“Zonder Meer” seen through the eyes of Alejo Franzetti, member of the preselection team of Berlinale Shorts.
The Abyss, a Lake
Sooner or later, harder or easier, that crucial moment comes unexpectedly: the indescribable experience of facing death for the first time. For most of us, it arrives abruptly sometime during childhood, in a more or a less traumatic way, via a beloved relative or someone from school. Until we face it for the first time, “death” is just a word. But then it becomes true. To live, to die. An infinite abyss has opened up. It is possible to disappear completely.
“Zonder Meer” depicts, with sensibility and intelligence, that abyss of lonely uncertainty. At a holiday campsite, a little girl faces death. Everyone around her is talking about an incident: a young boy has drowned in the lake. But the little girl doesn’t see death; she only perceives its effects and consequences.
From the very first moment of shooting a film, a question may complement (or interfere with) the instinct of every director: “What should I show”? This dialectical question, that contains of course its opposite (“What should I not show?”), will appear again in the solitude of the editing room. Although such an intrinsic, key question of cinema may seem obvious, the large number of films that insist on showing too much testify to the fact that this question is, unfortunately, rarely deeply considered.
In “Zonder Meer”, Meltse Van Coillie elaborates an answer to that central question: she absolutely knows what not to show. With a radical and sensitive mise en scène, with a precise framing, she decodes a kind of suspension (of time and space) into cinematic form. Suspension or submersion? The water of the lake flows slowly through the calm rhythm of the film. The noise of the small waves resonates in the dialogue that the little girl hears. Everything is seen through a lens of strangeness; in this film, everything sounds like a whisper.
Van Coillie proposes a question: Is it possible to see death? In “Zonder Meer”, death is off-screen, yet present in every frame. The film confidently explores a fruitful terrain of cinema: it’s about not seeing, in order to see more. There is a suspension and ambivalence of meanings: in Dutch, “Zonder Meer” could stand for “without more” as well as “without lake”. Asking us to expand the paths of our imagination, challenging our understanding, Meltse Van Coillie creates a sensitive portrait of the deep, indescribable feeling of facing death for the first time.

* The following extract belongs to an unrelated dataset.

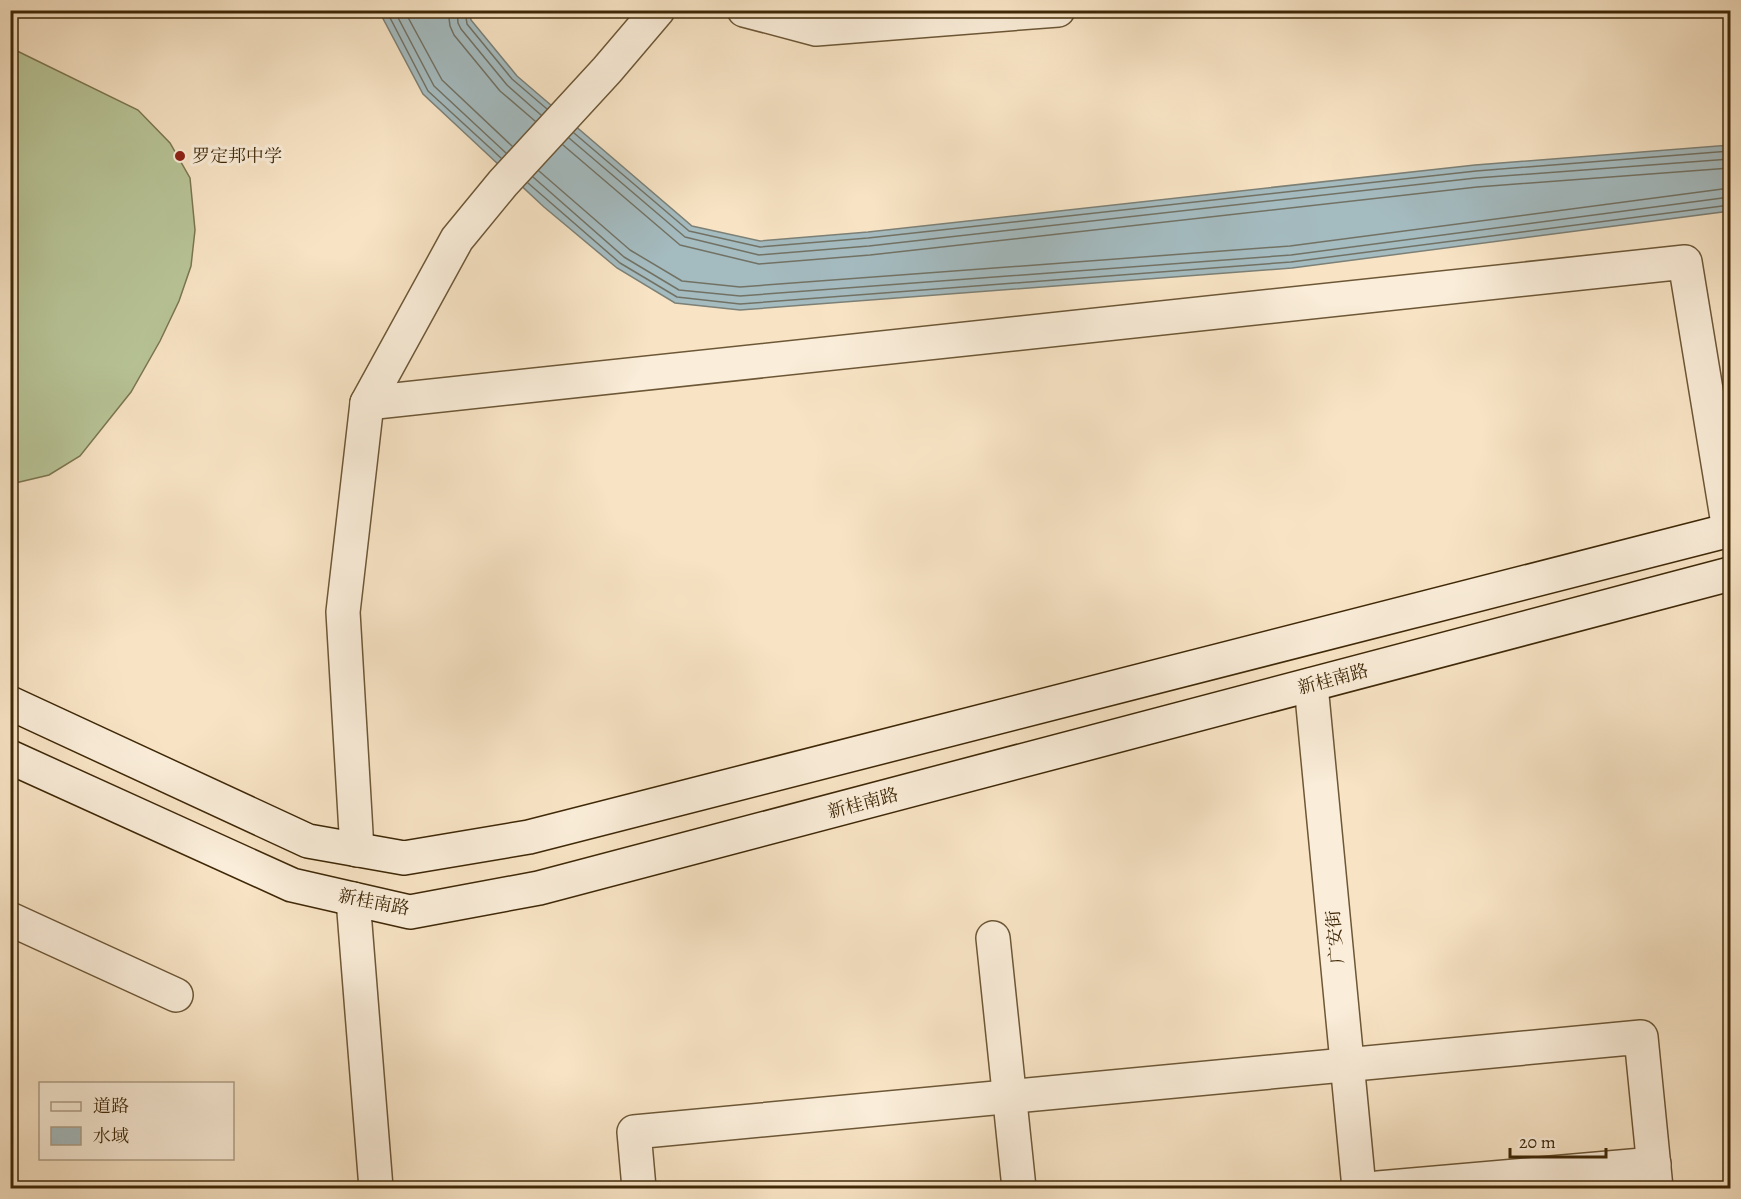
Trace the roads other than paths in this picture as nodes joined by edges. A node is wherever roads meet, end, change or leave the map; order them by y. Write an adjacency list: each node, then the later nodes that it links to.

Death can’t be seen, but its effects can.
In the last shot of the film, the little girl lies down on the gravel path, her eyes closed. She may be trying to understand with her own body what death could mean.
An alternate synopsis for “Zonder Meer” could be the brief poem by Alejandra Pizarnik:
explicar con palabras de este mundo
que partió de mí un barco llevándome
(to understand with words of this world
that a boat has sailed taking me with it)
Alejo Franzetti is an Argentinean director based in Berlin. He is both a member of the selection committees of Berlinale Shorts and Kurzfilmfestival Hamburg.